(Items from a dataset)
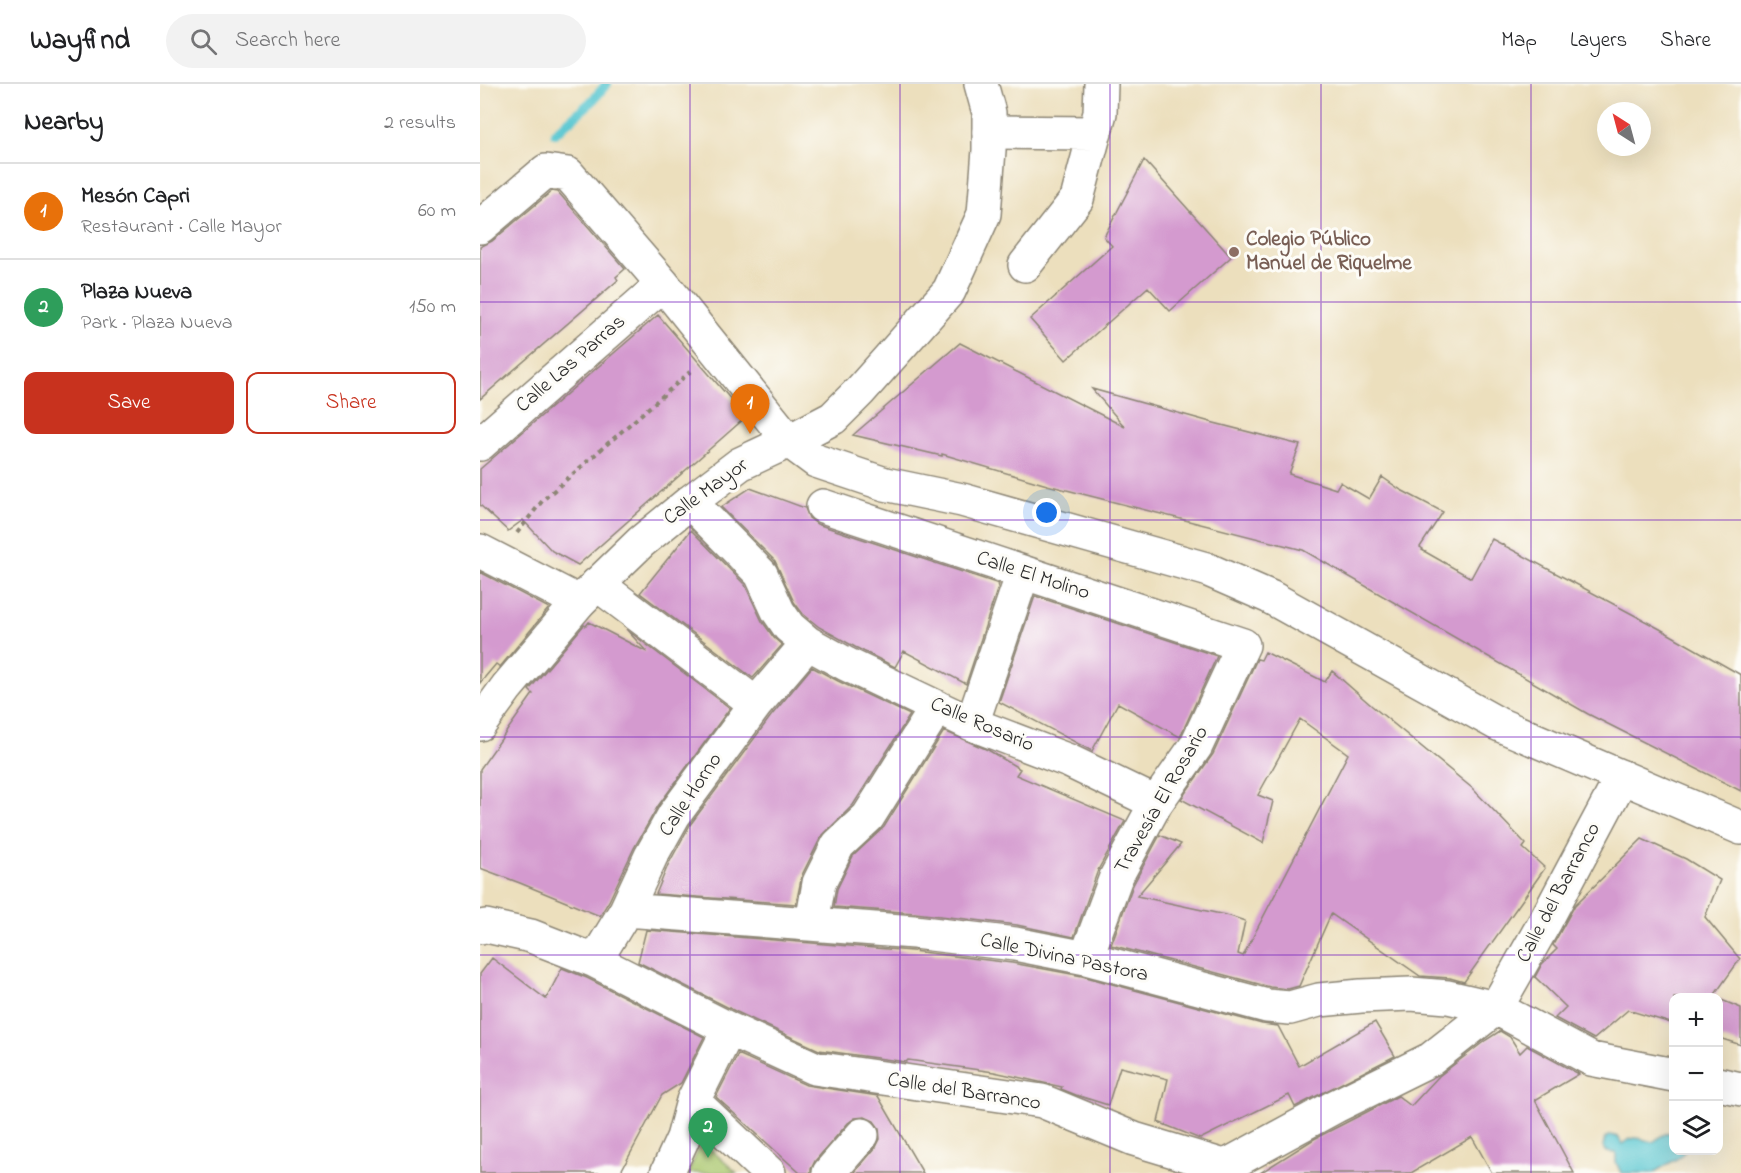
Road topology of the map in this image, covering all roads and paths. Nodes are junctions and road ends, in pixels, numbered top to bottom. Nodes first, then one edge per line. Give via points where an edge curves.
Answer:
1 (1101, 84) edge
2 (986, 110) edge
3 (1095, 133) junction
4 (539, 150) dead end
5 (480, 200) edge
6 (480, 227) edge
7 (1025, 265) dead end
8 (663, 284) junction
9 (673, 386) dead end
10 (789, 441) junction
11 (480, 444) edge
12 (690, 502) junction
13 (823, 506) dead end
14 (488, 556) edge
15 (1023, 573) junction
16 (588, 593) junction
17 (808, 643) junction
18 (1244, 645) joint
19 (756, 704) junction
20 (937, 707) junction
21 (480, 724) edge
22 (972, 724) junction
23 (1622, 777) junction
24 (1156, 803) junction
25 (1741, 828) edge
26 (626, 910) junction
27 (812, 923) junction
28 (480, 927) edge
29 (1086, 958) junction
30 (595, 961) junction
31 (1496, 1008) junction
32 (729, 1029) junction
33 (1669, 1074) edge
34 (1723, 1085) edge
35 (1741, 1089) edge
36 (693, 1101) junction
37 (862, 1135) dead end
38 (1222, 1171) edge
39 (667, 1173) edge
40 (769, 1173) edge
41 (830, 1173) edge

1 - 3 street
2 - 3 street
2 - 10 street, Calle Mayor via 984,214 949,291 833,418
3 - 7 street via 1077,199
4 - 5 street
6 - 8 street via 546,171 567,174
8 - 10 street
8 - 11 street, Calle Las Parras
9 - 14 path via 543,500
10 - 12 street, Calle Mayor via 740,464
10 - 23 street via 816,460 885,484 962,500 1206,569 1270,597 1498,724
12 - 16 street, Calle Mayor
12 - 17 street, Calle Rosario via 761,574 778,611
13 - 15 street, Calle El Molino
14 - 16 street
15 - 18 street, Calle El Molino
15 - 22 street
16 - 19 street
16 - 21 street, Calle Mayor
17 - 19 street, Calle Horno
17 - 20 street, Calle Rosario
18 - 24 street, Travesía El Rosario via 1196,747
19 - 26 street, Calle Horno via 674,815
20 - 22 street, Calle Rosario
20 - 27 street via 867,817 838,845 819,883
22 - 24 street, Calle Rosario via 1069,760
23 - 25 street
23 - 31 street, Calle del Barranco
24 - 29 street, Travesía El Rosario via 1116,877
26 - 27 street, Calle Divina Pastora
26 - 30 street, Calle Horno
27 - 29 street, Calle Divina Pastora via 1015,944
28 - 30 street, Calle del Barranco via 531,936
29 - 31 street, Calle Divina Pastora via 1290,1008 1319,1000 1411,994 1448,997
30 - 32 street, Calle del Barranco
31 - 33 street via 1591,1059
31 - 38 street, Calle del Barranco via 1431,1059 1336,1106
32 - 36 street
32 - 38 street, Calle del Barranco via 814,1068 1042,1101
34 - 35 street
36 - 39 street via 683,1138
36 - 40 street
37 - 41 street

* _Required work_: Retype every entry exactly, but keep the pictures out of your copy.

* _Written response_:
Road topology of the map in this image, covering all roads and paths. Nodes are junctions and road ends, in pixels, numbered top to bottom. Nodes first, then one edge per line. Give via points where an edge curves.
Answer:
1 (1101, 84) edge
2 (986, 110) edge
3 (1095, 133) junction
4 (539, 150) dead end
5 (480, 200) edge
6 (480, 227) edge
7 (1025, 265) dead end
8 (663, 284) junction
9 (673, 386) dead end
10 (789, 441) junction
11 (480, 444) edge
12 (690, 502) junction
13 (823, 506) dead end
14 (488, 556) edge
15 (1023, 573) junction
16 (588, 593) junction
17 (808, 643) junction
18 (1244, 645) joint
19 (756, 704) junction
20 (937, 707) junction
21 (480, 724) edge
22 (972, 724) junction
23 (1622, 777) junction
24 (1156, 803) junction
25 (1741, 828) edge
26 (626, 910) junction
27 (812, 923) junction
28 (480, 927) edge
29 (1086, 958) junction
30 (595, 961) junction
31 (1496, 1008) junction
32 (729, 1029) junction
33 (1669, 1074) edge
34 (1723, 1085) edge
35 (1741, 1089) edge
36 (693, 1101) junction
37 (862, 1135) dead end
38 (1222, 1171) edge
39 (667, 1173) edge
40 (769, 1173) edge
41 (830, 1173) edge

1 - 3 street
2 - 3 street
2 - 10 street, Calle Mayor via 984,214 949,291 833,418
3 - 7 street via 1077,199
4 - 5 street
6 - 8 street via 546,171 567,174
8 - 10 street
8 - 11 street, Calle Las Parras
9 - 14 path via 543,500
10 - 12 street, Calle Mayor via 740,464
10 - 23 street via 816,460 885,484 962,500 1206,569 1270,597 1498,724
12 - 16 street, Calle Mayor
12 - 17 street, Calle Rosario via 761,574 778,611
13 - 15 street, Calle El Molino
14 - 16 street
15 - 18 street, Calle El Molino
15 - 22 street
16 - 19 street
16 - 21 street, Calle Mayor
17 - 19 street, Calle Horno
17 - 20 street, Calle Rosario
18 - 24 street, Travesía El Rosario via 1196,747
19 - 26 street, Calle Horno via 674,815
20 - 22 street, Calle Rosario
20 - 27 street via 867,817 838,845 819,883
22 - 24 street, Calle Rosario via 1069,760
23 - 25 street
23 - 31 street, Calle del Barranco
24 - 29 street, Travesía El Rosario via 1116,877
26 - 27 street, Calle Divina Pastora
26 - 30 street, Calle Horno
27 - 29 street, Calle Divina Pastora via 1015,944
28 - 30 street, Calle del Barranco via 531,936
29 - 31 street, Calle Divina Pastora via 1290,1008 1319,1000 1411,994 1448,997
30 - 32 street, Calle del Barranco
31 - 33 street via 1591,1059
31 - 38 street, Calle del Barranco via 1431,1059 1336,1106
32 - 36 street
32 - 38 street, Calle del Barranco via 814,1068 1042,1101
34 - 35 street
36 - 39 street via 683,1138
36 - 40 street
37 - 41 street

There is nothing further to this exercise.